LED technology has been gaining a lot of steam over the past few years. In accordance, we have seen the prices of LED light fixtures and LED light bulbs decrease. Thrilling new projects involving OLEDs have tickled our fancies, and colossal displays of LED lighting – turning bridges into dragons, creating towers of kaleidoscopic light – have entertained us. But the most exciting developments in LED lighting fall within the realm of smart lighting.
In a recent blog post for the Lighting Control Association, Craig DiLouie described the emergence of smart lights as an “LED revolution.” He decribes a few emergent technologies under the smart lighting umbrella. One is smart lighting control. With smart lighting controls, “luminaires themselves can become addressable nodes in a network.” You can communicate with the fixtures themselves. This allows for a number of cool things to take place.
Cool Aspects of Smart Lighting
1. The first cool aspect of smart lighting is that it optimizes LED lights for energy efficiency, which is a huge motivator for LED development. You get easy, customized control, which is ever more important, as commercial building codes are becoming stricter regarding energy consumption. Dimmability is huge when it comes to cutting energy.

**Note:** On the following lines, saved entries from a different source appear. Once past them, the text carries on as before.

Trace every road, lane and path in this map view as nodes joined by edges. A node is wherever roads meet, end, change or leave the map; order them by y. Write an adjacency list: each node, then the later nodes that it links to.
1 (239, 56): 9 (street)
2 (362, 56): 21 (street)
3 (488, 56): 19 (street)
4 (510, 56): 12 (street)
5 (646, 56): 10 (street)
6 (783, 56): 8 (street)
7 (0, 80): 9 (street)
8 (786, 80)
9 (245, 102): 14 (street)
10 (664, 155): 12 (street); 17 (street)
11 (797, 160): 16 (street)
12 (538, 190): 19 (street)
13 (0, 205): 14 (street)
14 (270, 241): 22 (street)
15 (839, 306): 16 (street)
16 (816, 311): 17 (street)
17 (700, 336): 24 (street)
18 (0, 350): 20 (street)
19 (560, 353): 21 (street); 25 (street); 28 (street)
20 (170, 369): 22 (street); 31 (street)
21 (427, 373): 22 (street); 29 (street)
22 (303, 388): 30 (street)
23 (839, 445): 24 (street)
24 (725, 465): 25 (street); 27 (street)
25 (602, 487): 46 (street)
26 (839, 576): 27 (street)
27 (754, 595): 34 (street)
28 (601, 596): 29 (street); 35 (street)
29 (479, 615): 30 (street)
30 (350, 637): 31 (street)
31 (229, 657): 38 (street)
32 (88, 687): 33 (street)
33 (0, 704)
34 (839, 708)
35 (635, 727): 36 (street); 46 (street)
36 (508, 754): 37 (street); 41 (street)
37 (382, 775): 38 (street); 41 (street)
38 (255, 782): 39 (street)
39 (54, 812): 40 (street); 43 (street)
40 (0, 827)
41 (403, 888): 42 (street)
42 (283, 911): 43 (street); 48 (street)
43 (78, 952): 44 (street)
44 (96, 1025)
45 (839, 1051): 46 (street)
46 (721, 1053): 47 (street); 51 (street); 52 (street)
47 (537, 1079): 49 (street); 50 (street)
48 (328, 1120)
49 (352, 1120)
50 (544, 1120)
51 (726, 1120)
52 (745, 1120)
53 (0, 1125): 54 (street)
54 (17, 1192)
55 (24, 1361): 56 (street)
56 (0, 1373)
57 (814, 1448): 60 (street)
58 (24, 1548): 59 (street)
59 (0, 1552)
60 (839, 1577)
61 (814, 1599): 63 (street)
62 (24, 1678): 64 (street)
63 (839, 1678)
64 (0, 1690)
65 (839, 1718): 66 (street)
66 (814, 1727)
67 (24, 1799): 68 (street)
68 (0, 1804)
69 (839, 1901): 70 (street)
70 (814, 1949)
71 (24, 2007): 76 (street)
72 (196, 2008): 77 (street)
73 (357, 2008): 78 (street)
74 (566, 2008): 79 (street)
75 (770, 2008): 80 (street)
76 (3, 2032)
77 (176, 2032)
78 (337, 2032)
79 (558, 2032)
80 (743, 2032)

2. The second cool thing about smart lights is that they offer two-way communication between the LED lights and the software controlling them. The ability to communicate means that sensors installed in the lights can tell the software how the light is performing, and it enables a process called “white light color tuning,” which, Dilouie states, could become a hot technology because of the many health applications of LED lights.
3. The third aspect of smart LED lighting that’s really cool is the ability for smart lights to interact with lighting solutions that use LED luminaires to facilitate connectivity between multiple building systems. Many current applications of this technology use sophisticated luminaires full of daylight or motion sensors and which report their performance data to a computer. This allows users to save a lot of electricity.
DiLouie calls smart lighting a “Trojan Horse,” which means that it will change the landscape of society in ways we don’t quite realize yet. Here’s what the future could look like: Luminaires become data gathering nodes, monitoring occupancy (with video), temperature, pollution, and innumerable other things. It gets crazier. LED lighting can also be used to communicate with consumers. That’s right. LED lights flickering so quickly that the human eye can’t detect it, but a smartphone could. In fact, the technology already exists to the extent that flickering lights can transmit enough data to steam video. See my previous blog post on the subject for more on that.
DiLouie envisions “LED lighting as infrastructure, a platform.” He writes that “We’re in the most exciting period in the history of the lighting industry, and the revolution is just getting started.”
What do you think? Are we on the cusp of an LED-ruled world?